Tanaman Lontar dalam bahasa latin Borassus Sundaicus Beccari/ flabellifer merupakan tanaman asli daerah Sabu dan Raijua, yang mempunyai nilai ekonomi yang sangat tinggi karena manfaatnya sangat banyak bagi kehidupan masyarakat Sabu dan Raijua. banyak mannfat yang di berikan tanaman lontar ini, dari batang, pelepah, daun, buah hingga niranya menyebabkan banyak penduduk yang mengelolanya. Bagian-bagian tanaman Lontar tersebut di manfaatkan oleh penduduk setempat untuk bahan bangunan, perlengkapan dapur, kerajinan dan bahan makan minum.

Pada umumnya pohon Lontar ini tidak di tanam atau di pelihara, tetapi tumbuh subur dan sedemikian banyak. Lontar adalah pohon palem yang berbatang tunggal berjenis kelamin ganda, daunnya berbentuk kipas dan tingginya mencapai 25 sampai 30 meter dengan garis tengah 60 sampai 90 cm. Di puncak pohon Lontar tumbuh mayang-mayang yang besar. Pada mayang Lontar jantan tumbuh tunas-tunas, cabang-cabang tajam yang berpasangan, masing-masing terkulai dari puncak seperti phallus panjang.

Mayang Lontar betina menghasilkan tandan-tandan yang berat dengan buah-buah. Mayang-mayang itu mulai tumbuh waktu pohon Lontar masih muda. Dari kedua jenis mayang tersebut, dapat di sadap nira yang manis. Inilah satu pemanfaatan tanaman Lontar untuk bahan makanan dan minuman yaitu Gula Lontar yang terbuat dari Nira Lontar.

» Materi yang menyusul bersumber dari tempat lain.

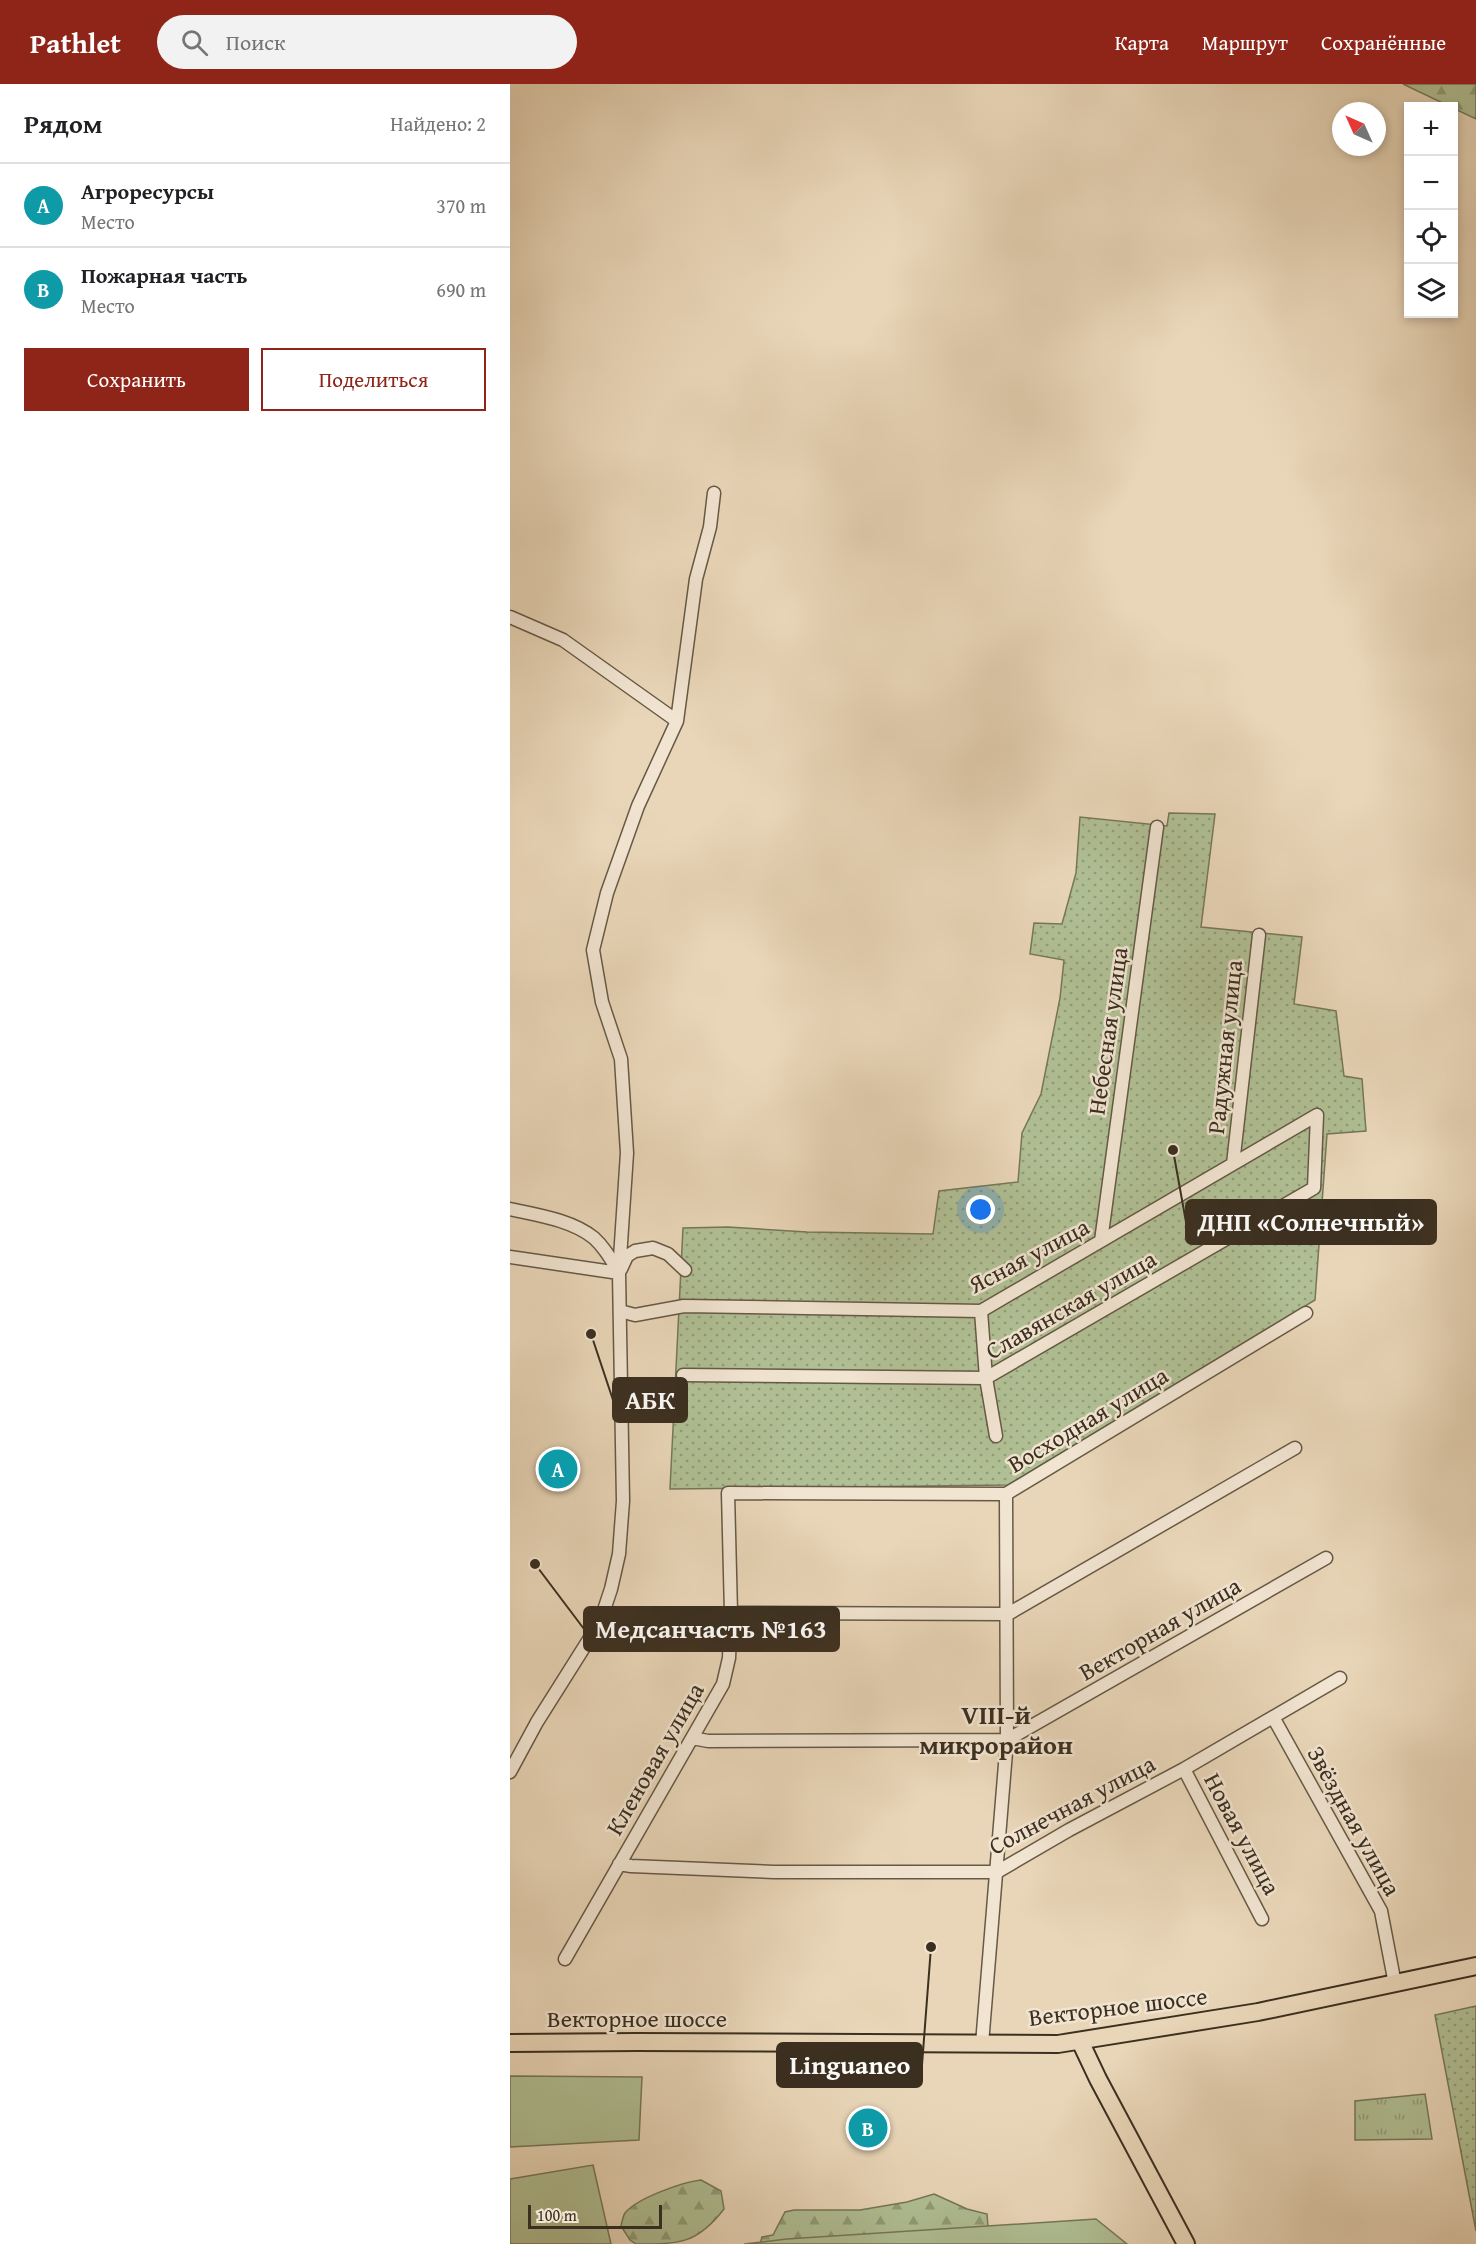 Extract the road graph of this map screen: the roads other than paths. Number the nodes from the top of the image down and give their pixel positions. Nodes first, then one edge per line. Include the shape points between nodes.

Pohon Lontar berbunga 2 kali setahun, dan baik jantan maupun betina menghasilkan banyak nira. Untuk menyadap Lontar jantan tunas mayang yang terkulai itu di potong ujungnya sesudah berkuncup dan bagian yang bersabut di hancurkan agar mulai mengalirkan nira. Untuk menyadap Lontar betina, mayang harus di remas dengan kuat dan di potong ujungnya sebelum mulai berbuah. Ujung mayang setiap kali harus di potong tipis agar niranya terus mengalir. Alat yang dimaksud untuk menghasilkan Nira yang banyak menggunakan sebuah alat yang dalam bahasa Sabu dikenal dengan Ngapi. Nira dari pohon Lontar itu di kumpulkan 2 kali sehari di dalam semacam timba yang di buat dari daun Lontar. Nira yang segar dapat langsung di minum.

Selama musim penyadapan, masyarakat Sabu dan Raijua hidup dari Nira. Nira sangat cepat menjadi asam, oleh karena itu semua nira yang tidak terminum harus segera di masak di belanga tanah sejenis panci besar (bagi yang cukup untuk masak karena ada juga yang di pakai untuk memberi kepada ternak) sehingga mampu disimpan selama berbulan-bulan bahkan bertahun-tahun.